В Кастельсерасе это было, двадцать километров за линией фронта. Население с восторгом встретило Четвертый батальон, это была настоящая сенсация. Иностранцы! Интернационал! Русские! Снабжение было лучше некуда, хотя вся деревня была коллективизирована, тон там задавали анархисты. Деньги ничего не значили, но добровольцам-интербригадовцам было разрешено расплачиваться песетами. Когда они вошли в деревню, к тебе подошла одна женщина, к тебе и еще к одному парню, и спросила, не нужна ли вам квартира, она может предложить хорошую комнату. Вы пошли с ней. Они жили в доме возле церкви, она, ее муж и две дочери, которым было, вероятно, восемнадцать и двадцать лет. Для вас освободили комнату девушек, вы поставили свои вещи, и женщина сказала: «Вот и хорошо, своим присутствием вы окажете нам честь, мои дочери постараются сделать ваше пребывание как можно приятнее. Если желаете, они могут выходить с вами. Но ничего больше! А на случай, если у вас возникнут потребности, вот вам десять песет, вниз по улице есть бордель». Она так и сказала вам, в присутствии всей своей семьи, своих дочерей. Они нисколько не были шокированы, рассказывал ты. С девушками можно было говорить обо всем, о самых интимных вещах, при которых наши женщины краснеют и машут руками: «Что вы, что вы, об этом не говорят!» Разговаривать было можно, но только разговаривать, и ничего больше. Вот как тогда было в Кастельсерасе.

В Ситхесе, в сорока километрах от линии фронта, ты как-то вечером из чистого любопытства зашел в бордель. Там ты, с твоих слов, выпил чашку кофе, съел кусок торта и поговорил с девушками, они обо всем расспрашивали и прекрасно разбирались в политике, были развиты гораздо выше среднего уровня. Потом они спросили, ну что, компаньеро, пойдем в комнату, а ты махнул рукой, нет, спасибо, я слишком устал, не сегодня, и они не настаивали, вот как было в этом борделе в Ситхесе.

В излучине Эбро это было, непосредственно на линии фронта: Один солдат хлопает тебя по плечу, смотри, сержант, вон там бордель. И показывает на маленький глинобитный амбар, побеленный известью. Ты бежишь туда, а там стоят солдаты в очереди. Ты распахиваешь дверь, или это была решетка, или на ржавых петлях уже не висело никакой двери, и видишь немного соломы на полу, а на ней в каждом углу лежит по женщине, и на каждой мужчина со спущенными штанами. У двери, рассказывал ты, перед очередью стояли двое мужчин в штатском и собирали деньги. Ты приказал увести их, обоих сутенеров и четырех женщин, а солдат отправил на позиции. Ты еще гадал какое-то время, как им удалось беспрепятственно перейти Эбро. Других мыслей у тебя не было.

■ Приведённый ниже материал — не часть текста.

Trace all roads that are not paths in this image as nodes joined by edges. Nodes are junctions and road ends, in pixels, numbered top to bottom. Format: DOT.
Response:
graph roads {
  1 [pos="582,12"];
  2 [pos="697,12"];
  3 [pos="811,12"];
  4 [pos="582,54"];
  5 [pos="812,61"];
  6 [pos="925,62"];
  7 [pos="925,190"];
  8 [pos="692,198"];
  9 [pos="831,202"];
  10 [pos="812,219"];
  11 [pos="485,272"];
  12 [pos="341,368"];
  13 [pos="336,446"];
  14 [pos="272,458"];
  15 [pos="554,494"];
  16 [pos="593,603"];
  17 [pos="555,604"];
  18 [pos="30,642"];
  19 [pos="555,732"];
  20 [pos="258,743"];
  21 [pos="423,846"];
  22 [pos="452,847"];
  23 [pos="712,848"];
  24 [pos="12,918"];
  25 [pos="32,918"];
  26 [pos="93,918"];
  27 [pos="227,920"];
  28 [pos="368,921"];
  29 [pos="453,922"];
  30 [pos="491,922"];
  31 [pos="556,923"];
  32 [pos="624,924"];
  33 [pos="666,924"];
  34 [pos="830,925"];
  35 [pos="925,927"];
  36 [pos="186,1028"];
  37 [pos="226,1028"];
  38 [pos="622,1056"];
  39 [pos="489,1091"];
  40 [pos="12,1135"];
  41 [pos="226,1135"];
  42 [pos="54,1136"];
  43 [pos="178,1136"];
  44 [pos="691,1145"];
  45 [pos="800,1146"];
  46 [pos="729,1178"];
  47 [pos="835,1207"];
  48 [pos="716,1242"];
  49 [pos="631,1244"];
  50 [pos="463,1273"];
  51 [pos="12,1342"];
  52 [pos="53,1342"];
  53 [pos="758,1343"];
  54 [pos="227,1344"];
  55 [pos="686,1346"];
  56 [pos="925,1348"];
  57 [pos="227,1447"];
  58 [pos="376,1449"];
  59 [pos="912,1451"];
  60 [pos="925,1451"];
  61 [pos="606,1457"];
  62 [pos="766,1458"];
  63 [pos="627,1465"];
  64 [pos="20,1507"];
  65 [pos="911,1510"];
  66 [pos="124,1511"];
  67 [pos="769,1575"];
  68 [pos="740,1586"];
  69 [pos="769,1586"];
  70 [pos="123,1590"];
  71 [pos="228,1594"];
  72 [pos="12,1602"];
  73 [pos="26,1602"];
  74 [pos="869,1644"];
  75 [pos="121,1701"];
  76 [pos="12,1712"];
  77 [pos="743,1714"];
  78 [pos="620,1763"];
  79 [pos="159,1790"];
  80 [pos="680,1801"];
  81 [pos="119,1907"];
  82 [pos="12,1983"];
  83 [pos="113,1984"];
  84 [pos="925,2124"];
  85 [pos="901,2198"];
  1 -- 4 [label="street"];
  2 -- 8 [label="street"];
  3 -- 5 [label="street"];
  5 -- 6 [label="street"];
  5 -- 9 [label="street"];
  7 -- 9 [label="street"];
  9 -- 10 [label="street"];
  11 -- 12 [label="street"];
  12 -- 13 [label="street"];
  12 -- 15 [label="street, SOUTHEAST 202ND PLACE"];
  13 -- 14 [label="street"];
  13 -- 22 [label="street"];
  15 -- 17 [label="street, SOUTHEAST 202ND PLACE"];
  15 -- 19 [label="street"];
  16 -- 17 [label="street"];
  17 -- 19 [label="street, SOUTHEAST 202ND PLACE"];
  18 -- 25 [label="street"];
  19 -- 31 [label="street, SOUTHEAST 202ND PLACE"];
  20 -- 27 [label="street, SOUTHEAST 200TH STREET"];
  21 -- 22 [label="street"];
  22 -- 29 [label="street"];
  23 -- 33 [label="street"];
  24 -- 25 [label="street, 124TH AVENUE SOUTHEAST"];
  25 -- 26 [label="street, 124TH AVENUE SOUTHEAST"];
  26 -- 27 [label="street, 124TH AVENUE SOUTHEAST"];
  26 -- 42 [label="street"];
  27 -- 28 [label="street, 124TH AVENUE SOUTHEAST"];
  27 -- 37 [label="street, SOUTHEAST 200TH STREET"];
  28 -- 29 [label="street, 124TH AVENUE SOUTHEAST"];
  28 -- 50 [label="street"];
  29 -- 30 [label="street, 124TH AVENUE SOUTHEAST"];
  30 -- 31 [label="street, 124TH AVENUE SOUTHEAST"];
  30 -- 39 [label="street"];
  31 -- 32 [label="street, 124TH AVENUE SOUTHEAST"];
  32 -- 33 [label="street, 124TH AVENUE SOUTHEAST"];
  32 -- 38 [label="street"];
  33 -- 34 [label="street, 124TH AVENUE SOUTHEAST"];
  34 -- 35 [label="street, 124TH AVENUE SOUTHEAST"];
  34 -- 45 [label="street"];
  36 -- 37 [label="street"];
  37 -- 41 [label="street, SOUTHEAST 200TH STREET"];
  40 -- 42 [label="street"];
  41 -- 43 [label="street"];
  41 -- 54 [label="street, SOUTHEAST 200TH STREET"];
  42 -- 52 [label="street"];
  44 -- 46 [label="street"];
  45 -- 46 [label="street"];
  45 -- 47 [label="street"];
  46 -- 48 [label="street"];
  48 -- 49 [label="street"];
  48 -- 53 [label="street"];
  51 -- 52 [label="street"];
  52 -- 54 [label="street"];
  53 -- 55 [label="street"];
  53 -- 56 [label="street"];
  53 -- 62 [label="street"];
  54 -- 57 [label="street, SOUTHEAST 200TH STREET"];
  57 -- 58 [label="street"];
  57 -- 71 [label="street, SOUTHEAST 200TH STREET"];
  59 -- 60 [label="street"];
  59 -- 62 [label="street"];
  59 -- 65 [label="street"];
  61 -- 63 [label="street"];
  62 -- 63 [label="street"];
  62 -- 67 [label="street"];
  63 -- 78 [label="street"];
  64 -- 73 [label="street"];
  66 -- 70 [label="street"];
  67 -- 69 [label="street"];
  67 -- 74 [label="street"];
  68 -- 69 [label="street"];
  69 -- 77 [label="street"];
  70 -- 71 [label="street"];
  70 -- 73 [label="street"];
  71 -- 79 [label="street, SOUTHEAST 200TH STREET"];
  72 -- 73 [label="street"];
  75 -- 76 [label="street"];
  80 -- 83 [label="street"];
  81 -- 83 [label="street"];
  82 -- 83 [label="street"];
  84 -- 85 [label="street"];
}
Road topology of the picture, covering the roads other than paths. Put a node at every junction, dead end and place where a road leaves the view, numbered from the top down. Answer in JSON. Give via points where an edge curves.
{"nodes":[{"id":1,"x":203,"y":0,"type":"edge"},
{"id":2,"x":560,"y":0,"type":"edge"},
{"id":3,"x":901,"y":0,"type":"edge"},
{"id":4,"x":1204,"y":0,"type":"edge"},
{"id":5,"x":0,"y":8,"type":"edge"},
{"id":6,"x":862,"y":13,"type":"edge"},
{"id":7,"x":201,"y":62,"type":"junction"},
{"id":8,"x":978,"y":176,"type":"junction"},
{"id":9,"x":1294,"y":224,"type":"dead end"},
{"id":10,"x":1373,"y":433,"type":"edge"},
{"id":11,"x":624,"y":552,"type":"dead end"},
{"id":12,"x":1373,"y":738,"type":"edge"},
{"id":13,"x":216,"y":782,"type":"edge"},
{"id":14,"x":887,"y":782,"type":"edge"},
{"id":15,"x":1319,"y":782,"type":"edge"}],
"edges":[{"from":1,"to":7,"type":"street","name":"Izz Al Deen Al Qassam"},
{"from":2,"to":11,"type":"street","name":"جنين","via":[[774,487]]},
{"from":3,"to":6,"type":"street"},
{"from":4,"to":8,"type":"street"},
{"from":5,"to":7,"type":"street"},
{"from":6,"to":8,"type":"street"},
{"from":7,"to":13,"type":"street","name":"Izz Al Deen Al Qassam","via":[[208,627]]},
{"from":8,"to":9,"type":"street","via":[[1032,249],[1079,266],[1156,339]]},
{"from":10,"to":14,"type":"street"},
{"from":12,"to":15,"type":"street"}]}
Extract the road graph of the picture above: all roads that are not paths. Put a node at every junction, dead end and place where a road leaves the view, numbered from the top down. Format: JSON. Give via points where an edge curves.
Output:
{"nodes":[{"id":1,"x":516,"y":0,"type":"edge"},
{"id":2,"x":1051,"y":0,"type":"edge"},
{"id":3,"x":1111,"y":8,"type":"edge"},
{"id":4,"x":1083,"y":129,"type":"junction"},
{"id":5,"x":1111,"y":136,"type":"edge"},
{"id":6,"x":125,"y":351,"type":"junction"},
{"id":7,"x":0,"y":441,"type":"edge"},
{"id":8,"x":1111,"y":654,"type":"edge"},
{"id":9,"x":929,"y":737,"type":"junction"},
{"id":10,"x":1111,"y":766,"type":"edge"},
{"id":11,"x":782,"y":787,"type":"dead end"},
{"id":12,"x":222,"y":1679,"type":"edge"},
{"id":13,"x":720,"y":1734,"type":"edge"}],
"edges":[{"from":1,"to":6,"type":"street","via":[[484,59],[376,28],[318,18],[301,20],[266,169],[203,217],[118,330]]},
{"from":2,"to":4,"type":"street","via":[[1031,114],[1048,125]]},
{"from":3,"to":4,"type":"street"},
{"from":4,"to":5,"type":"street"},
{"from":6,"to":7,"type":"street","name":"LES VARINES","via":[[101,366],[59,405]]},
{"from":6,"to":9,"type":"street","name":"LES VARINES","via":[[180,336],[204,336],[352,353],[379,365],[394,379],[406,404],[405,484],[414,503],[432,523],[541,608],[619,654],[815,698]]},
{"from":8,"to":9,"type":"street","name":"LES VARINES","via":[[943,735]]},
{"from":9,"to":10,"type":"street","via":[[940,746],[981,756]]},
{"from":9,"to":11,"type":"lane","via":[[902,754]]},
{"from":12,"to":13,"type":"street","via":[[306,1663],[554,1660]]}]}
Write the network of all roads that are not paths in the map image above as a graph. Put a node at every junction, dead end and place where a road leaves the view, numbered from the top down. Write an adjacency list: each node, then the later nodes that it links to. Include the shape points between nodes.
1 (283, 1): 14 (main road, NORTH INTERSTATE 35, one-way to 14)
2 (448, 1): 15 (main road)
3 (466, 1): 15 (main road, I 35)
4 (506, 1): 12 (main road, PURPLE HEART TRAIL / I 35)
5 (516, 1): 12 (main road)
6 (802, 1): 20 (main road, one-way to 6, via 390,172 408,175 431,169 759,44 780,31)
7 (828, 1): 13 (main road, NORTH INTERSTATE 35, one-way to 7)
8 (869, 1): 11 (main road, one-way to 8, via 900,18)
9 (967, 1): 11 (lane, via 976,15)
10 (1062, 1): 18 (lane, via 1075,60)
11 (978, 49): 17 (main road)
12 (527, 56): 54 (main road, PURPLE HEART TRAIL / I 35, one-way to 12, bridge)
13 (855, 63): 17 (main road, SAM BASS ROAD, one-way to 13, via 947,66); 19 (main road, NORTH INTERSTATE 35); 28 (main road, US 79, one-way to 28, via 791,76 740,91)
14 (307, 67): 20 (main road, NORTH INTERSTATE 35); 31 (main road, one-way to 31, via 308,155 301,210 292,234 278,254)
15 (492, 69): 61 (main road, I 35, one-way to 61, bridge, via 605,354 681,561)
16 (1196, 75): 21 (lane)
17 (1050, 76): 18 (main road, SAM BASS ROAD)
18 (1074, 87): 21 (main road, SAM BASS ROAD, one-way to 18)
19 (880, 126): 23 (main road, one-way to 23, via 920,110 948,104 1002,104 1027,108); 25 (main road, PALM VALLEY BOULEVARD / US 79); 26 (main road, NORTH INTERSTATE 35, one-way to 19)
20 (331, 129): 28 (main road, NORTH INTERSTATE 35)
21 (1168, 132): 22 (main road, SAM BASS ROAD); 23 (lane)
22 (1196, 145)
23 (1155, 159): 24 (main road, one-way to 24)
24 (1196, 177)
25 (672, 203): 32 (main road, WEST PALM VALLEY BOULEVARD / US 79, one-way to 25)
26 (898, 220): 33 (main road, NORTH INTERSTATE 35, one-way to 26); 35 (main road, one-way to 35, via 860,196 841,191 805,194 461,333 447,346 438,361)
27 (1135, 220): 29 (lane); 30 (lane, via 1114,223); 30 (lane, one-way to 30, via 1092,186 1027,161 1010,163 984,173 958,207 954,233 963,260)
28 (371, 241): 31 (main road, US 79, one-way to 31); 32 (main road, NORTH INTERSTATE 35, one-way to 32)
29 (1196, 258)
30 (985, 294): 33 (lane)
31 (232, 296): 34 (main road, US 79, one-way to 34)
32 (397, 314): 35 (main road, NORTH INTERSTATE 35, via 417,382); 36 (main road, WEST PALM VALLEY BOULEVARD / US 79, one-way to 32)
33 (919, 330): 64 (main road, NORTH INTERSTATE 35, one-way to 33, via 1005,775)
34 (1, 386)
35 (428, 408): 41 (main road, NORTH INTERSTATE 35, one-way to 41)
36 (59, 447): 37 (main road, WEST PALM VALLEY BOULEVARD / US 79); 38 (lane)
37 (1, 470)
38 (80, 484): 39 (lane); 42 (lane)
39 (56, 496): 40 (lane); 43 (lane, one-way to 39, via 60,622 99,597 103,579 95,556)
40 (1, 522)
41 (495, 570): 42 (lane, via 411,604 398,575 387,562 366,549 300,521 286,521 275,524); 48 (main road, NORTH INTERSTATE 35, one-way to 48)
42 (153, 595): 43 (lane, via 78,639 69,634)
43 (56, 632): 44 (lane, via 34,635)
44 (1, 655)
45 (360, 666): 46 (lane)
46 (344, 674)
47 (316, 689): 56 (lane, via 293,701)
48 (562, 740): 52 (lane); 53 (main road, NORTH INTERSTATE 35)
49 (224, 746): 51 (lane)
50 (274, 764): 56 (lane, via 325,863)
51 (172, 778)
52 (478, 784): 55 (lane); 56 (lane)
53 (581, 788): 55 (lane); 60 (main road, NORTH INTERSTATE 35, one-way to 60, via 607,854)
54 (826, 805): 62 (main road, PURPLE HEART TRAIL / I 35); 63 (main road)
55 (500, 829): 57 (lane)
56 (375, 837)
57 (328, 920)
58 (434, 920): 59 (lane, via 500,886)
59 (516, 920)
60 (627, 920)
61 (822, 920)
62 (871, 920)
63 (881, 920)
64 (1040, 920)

Многие из интербригадовцев подружились с испанками. Ситуация была своеобразная: у нас были контакты с женщинами, прежде всего с женской организацией в Барселоне, они как бы взяли над нами шефство. Помню, как-то раз нас привезли на фронт, а потом отозвали, и они приехали к нам в гости. Но девушки были абсолютно недоступные. Доступными были лишь некоторые женщины. Я имею в виду для секса. С девушками ты мог делать все, что угодно, только не спать с ними. Эта установка глубоко сидела в них. После войны, встречаясь в Париже с испанками, я удивлялся: все было совсем по-другому. А тогда у тебя был шанс сблизиться с девушкой, только если ты пообещаешь на ней жениться. И среди австрийцев были ребята, готовые жениться на девушках, с которыми они познакомились. Конкретные примеры сейчас уже не припомню. Для меня это было не так уж важно. Мы вели себя очень осторожно, следили за тем, чтобы не показать себя с дурной стороны в моральном смысле, словом, были сдержанны в общении с женщинами, если только они сами не проявляли инициативы. Но, как я уже сказал, некоторые были готовы установить прочную связь. А Фримель, говорили, вроде даже женился. Еще в Испании.

вернуться

21

Гулянье (исп.).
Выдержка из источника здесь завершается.